La stratégie guerrière et le Poker

Publié le par jokerdeluxe

Le récent film La Cité interdite de Zhang Yimou m'a inspiré cet article...
 
L'art de la guerre chinois définit le bluff
Les 36 Stratagèmes, traité de stratégie militaire chinois datant du Moyen Âge, avant même l'apparition des cartes en Europe, apporte un éclairage original sur ce qu'est le bluff.

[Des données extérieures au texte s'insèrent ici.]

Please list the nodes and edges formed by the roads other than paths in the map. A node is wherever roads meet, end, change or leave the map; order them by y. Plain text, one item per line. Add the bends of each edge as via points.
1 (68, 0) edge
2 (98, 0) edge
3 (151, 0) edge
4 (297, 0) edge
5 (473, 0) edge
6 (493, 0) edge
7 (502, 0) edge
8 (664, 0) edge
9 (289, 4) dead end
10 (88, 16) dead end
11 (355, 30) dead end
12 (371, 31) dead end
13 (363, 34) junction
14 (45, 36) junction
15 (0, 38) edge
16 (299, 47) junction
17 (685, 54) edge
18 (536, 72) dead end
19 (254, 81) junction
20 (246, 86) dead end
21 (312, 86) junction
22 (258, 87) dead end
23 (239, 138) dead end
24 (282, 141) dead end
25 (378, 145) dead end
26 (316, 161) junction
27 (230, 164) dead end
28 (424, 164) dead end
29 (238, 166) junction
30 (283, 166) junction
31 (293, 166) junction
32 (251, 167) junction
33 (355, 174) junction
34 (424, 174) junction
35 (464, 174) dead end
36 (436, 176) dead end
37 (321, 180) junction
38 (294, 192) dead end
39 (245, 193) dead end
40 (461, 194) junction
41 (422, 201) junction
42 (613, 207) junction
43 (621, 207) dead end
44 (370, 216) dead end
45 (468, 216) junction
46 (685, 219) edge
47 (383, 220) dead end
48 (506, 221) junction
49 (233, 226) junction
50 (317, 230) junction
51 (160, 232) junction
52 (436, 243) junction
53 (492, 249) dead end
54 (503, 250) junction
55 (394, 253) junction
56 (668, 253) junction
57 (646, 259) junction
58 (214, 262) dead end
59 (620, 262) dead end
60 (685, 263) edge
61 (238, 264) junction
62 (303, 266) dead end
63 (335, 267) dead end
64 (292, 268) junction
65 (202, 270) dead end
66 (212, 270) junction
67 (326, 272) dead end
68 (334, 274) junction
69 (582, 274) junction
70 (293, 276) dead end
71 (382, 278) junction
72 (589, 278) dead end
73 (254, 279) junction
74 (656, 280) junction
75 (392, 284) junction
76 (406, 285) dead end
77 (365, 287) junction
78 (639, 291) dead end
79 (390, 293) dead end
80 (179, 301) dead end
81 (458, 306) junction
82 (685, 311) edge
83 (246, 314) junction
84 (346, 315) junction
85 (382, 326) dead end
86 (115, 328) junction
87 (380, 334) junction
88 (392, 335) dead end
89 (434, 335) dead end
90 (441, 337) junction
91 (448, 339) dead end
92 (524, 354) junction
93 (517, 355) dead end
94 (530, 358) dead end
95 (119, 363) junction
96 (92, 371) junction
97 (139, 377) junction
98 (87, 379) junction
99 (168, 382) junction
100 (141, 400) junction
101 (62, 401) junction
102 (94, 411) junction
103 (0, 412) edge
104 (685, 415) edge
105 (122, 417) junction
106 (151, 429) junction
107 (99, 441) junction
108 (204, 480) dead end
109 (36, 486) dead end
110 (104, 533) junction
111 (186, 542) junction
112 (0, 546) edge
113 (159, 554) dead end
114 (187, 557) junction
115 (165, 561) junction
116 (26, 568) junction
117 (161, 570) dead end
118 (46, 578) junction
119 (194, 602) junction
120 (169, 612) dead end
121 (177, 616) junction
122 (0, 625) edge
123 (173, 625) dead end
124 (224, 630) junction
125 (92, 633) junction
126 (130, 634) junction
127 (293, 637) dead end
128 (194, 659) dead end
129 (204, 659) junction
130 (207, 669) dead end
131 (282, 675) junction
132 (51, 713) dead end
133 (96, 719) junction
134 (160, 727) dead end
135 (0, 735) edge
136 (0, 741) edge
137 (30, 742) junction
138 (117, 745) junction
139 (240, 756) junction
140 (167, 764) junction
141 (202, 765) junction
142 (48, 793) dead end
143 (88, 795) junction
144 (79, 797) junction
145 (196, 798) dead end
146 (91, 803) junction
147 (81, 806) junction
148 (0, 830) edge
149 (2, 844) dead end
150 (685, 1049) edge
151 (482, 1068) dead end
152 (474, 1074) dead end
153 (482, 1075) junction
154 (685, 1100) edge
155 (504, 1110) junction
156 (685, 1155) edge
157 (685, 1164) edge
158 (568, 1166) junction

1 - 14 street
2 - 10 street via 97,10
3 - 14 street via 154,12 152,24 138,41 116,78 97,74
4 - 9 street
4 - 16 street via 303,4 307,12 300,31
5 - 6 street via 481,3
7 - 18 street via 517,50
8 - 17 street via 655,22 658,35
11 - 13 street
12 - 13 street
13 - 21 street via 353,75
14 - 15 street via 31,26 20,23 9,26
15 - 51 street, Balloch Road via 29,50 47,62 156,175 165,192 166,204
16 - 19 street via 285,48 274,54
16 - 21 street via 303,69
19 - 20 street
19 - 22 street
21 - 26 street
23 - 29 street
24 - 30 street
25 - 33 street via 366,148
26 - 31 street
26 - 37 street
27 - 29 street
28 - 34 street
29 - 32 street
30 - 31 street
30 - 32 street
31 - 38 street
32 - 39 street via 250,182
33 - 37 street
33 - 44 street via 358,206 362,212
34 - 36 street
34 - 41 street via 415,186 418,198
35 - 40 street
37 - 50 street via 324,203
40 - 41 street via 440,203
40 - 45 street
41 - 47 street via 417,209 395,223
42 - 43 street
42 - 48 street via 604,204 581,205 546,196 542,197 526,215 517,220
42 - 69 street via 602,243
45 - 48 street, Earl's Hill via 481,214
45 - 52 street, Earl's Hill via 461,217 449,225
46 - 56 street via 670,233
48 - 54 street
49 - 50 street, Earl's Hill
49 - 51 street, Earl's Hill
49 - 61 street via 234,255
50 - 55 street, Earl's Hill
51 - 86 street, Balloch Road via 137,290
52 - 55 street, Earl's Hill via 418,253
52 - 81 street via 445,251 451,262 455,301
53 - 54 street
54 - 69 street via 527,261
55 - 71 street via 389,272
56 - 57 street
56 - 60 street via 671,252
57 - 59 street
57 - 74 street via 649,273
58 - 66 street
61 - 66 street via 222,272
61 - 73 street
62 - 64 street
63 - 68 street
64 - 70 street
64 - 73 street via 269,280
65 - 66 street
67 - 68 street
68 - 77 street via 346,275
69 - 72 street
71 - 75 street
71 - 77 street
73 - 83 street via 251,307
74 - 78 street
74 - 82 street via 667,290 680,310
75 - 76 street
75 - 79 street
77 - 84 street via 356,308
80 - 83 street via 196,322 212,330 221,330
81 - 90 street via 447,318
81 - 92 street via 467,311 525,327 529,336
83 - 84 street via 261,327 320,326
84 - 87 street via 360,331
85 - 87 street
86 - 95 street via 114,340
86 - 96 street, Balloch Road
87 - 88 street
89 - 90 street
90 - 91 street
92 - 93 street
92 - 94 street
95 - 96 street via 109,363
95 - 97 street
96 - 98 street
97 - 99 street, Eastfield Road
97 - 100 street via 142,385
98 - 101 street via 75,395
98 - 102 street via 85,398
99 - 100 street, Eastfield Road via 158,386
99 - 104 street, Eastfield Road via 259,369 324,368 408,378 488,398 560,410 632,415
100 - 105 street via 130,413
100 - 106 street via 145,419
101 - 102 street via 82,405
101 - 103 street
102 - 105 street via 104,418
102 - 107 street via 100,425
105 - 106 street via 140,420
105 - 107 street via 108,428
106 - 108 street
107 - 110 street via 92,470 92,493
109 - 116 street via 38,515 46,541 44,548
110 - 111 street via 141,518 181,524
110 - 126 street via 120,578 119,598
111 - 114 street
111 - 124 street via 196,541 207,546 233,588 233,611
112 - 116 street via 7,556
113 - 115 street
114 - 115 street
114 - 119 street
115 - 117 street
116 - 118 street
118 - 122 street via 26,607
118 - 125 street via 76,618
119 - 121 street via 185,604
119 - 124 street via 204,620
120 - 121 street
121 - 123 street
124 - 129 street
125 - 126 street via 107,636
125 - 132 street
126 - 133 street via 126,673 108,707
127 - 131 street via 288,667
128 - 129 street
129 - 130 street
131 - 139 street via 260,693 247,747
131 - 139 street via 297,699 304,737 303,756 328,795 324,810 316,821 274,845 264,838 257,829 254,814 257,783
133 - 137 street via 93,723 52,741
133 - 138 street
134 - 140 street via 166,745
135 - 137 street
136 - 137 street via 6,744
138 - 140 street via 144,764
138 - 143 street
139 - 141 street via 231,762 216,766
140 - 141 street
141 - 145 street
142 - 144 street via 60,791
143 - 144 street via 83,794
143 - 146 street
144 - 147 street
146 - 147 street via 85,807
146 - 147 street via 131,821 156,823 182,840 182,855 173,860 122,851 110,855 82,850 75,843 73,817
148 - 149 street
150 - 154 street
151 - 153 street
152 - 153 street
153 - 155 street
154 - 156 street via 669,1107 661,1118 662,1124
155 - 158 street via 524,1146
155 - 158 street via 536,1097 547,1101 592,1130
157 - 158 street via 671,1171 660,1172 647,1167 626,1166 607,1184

Appelons "vide" un point faible d'une armée et "plein" un point fort. Alors on peut définir quatre situations basiques :
- là où se trouve un vide, créer l'illusion d'un plein pour que l'adversaire n'ose pas attaquer;
- là où se trouve un plein, créer l'illusion d'un vide pour attirer l'adversaire dans un piège;
- là où se trouve un vide, montrer ouvertement un vide pour que l'adversaire soupçonne qu'il y a un plein;
- là où se trouve un plein, montrer ouvertement un plein pour que l'adversaire pense qu'il s'agit d'un vide.
On n'a jamais rien dit d'autre quand on a parlé de bluff direct et de bluff du second degré. Le poker est donc bien un jeu de stratégie, comme les Chinois anciens nous le prouvent? et malgré l'opinion soutenue par quelques empêcheurs de bluffer en rond.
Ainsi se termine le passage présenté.